The private sector is amazing, isn't it? It's easily the best sector. Apart from the voluntary sector, of course, which is inspiring and humbling and should give us all pause. But, obviously, it's not really a proper sector. By which I mean it's vital – perhaps even more vital than the others – in just the same way that the Paralympics is perhaps more important than the Olympics.

But out of the two other sectors – which I'm certainly not going to call “the main two sectors” because that's, I think, a really unimaginative way of looking at the vital voluntary sector – the private one has got to be the best, right? It's like the free west, while the public sector is the Soviet Union but without the nuclear threat: all drab suits, grey offices, unattractive women and queues. You get a sense of concrete and drizzle, flares and puddles, all very 70s, whereas the private sector is dynamic and 80s. It's much more
Dynasty
, more
Howards' Way
, more using-proper-nouns-as-adjectives. It's fax machines and swimming pools, shoulder pads and telling people where to stick it, in both professional and sexual contexts.
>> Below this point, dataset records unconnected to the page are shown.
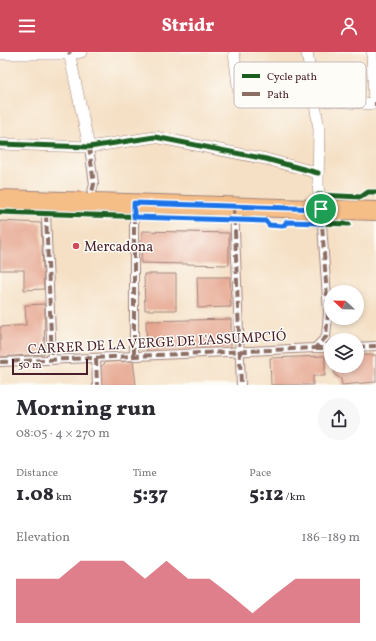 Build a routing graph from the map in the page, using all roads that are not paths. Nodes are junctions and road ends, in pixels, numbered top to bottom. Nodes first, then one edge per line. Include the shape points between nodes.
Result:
1 (234, 52) edge
2 (307, 52) edge
3 (372, 52) edge
4 (73, 53) edge
5 (0, 54) edge
6 (235, 62) edge
7 (308, 62) edge
8 (375, 104) edge
9 (315, 108) edge
10 (0, 144) edge
11 (89, 147) junction
12 (318, 173) junction
13 (93, 188) dead end
14 (0, 199) edge
15 (134, 203) junction
16 (234, 206) junction
17 (321, 209) junction
18 (376, 211) edge
19 (46, 214) dead end
20 (376, 346) edge
21 (364, 347) edge
22 (315, 348) junction
23 (324, 348) edge
24 (240, 351) junction
25 (134, 356) junction
26 (96, 358) junction
27 (52, 360) junction
28 (0, 362) edge
29 (97, 385) edge
30 (241, 385) edge

1 - 6 street
2 - 7 street
3 - 8 street
4 - 5 street
4 - 11 street
9 - 12 street via 319,130
10 - 11 street
11 - 12 street via 156,137 266,159
11 - 13 street
12 - 17 street
14 - 15 main road
15 - 16 main road
15 - 25 street
16 - 17 main road
16 - 24 street
17 - 18 main road
17 - 22 street via 328,312 326,337
19 - 27 street
20 - 21 street
22 - 23 street, CARRER DE LA VERGE DE L'ASSUMPCIÓ
22 - 24 street, CARRER DE LA VERGE DE L'ASSUMPCIÓ
24 - 25 street, CARRER DE LA VERGE DE L'ASSUMPCIÓ
24 - 30 street
25 - 26 street, CARRER DE LA VERGE DE L'ASSUMPCIÓ
26 - 27 street, CARRER DE LA VERGE DE L'ASSUMPCIÓ
26 - 29 street
27 - 28 street, CARRER DE LA VERGE DE L'ASSUMPCIÓ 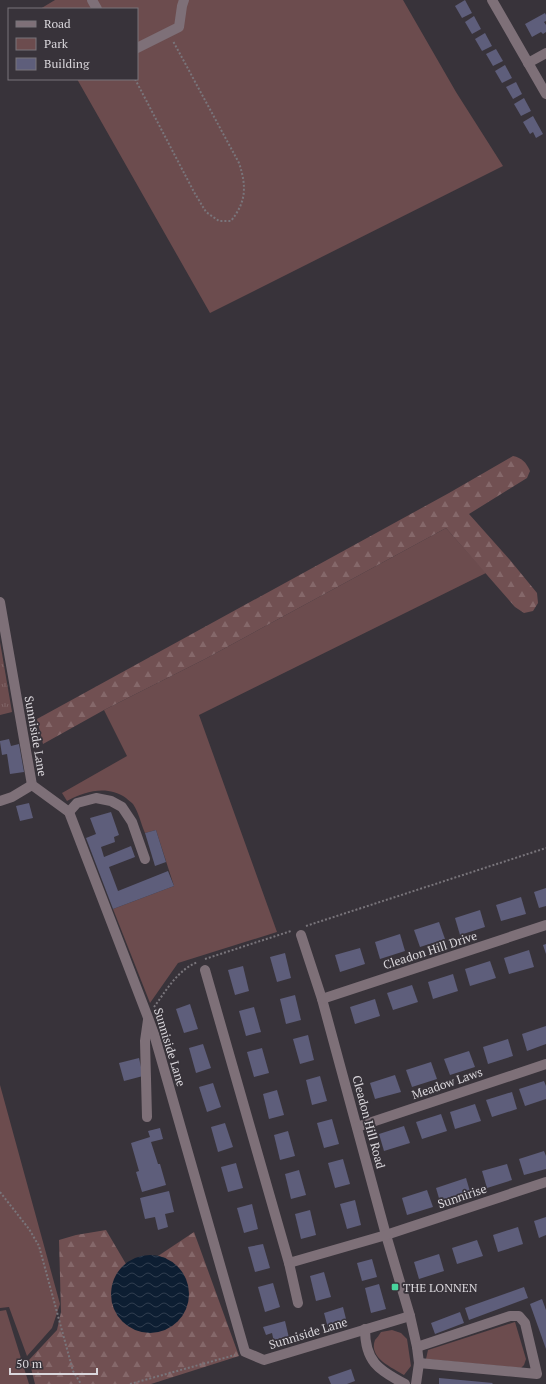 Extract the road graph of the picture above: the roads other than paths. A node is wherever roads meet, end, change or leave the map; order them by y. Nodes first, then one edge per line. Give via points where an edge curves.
1 (184, 0) edge
2 (492, 0) edge
3 (138, 47) edge
4 (546, 53) edge
5 (528, 63) junction
6 (546, 94) edge
7 (0, 602) edge
8 (32, 785) junction
9 (0, 800) edge
10 (69, 812) junction
11 (145, 859) dead end
12 (546, 925) edge
13 (297, 931) road end
14 (205, 970) dead end
15 (322, 999) junction
16 (147, 1017) junction
17 (546, 1064) edge
18 (147, 1117) dead end
19 (357, 1127) junction
20 (546, 1182) edge
21 (386, 1235) junction
22 (289, 1263) junction
23 (298, 1303) dead end
24 (410, 1316) junction
25 (365, 1329) junction
26 (417, 1347) junction
27 (419, 1364) junction
28 (542, 1375) edge
29 (405, 1384) edge
30 (416, 1384) edge

1 - 3 street via 178,27
2 - 5 street
4 - 5 street
5 - 6 street
7 - 8 street, Sunniside Lane
8 - 9 street via 12,797
8 - 10 street, Sunniside Lane
10 - 11 street via 77,803 96,798 111,801 122,807 132,822
10 - 16 street, Sunniside Lane
12 - 15 street, Cleadon Hill Drive
13 - 15 street, Cleadon Hill Road
14 - 22 street
15 - 19 street, Cleadon Hill Road
16 - 18 street
16 - 25 street, Sunniside Lane via 245,1352 264,1360
17 - 19 street, Meadow Laws
19 - 21 street, Cleadon Hill Road
20 - 21 street, Sunnirise
21 - 22 street, Sunnirise
21 - 24 street, Cleadon Hill Road
22 - 23 street
24 - 25 street, Sunniside Lane
24 - 26 street
25 - 29 street via 365,1341 374,1363 389,1376
26 - 27 street
26 - 28 street via 510,1316 519,1316 525,1323
27 - 28 street
27 - 30 street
Yes, people who work in the private sector must look at public sector workers in disbelief. “How did you end up there?” they must think. “What personality cocktail of laziness, self-loathing and intractable mediocrity would have led you to try to make your fortune (your incredibly modest fortune, albeit with overgenerous pension provision made possible only by tying the hands of enterprise) in that gloomy bureaucratic Mariana trench, far from the nourishing rays of the profit motive? How did the sorting hat of fate come to put you in life's Hufflepuff (but with a touch of Slytherin thrown in when it comes to local government contracts)?”

Those are the sort of questions that Carl Lygo, the chief executive of BPP, one of Britain's only two run-for-profit universities, must have to bite his tongue to stop himself asking when talking to other educators. And he has been talking to
them: he's been discussing the possibility of running the business side of at least 10 publicly funded universities, going into “partnership” with them. They'd still make all the academic decisions, while BPP would deal with the admin. But isn't this an uneven partnership? It lacks a shared aim. One half wants to run a good university, the other wants to make money. If a marriage is a partnership, isn't this like getting hitched to a hooker?

Or maybe it's just paying for goods and services. As Lygo says: “Most universities are running at high costs and don't properly utilise their buildings. The private sector is better at procurement, because they are keener at negotiating better prices.” That's the key argument in favour of outsourcing and subcontracting and other expressions for an institution giving up roles it was constituted to fulfil: the public sector is so congenitally wasteful that a private company will always be able to undercut it – that the inherent public sector inefficiency equates to more than the profit the subcontractor takes.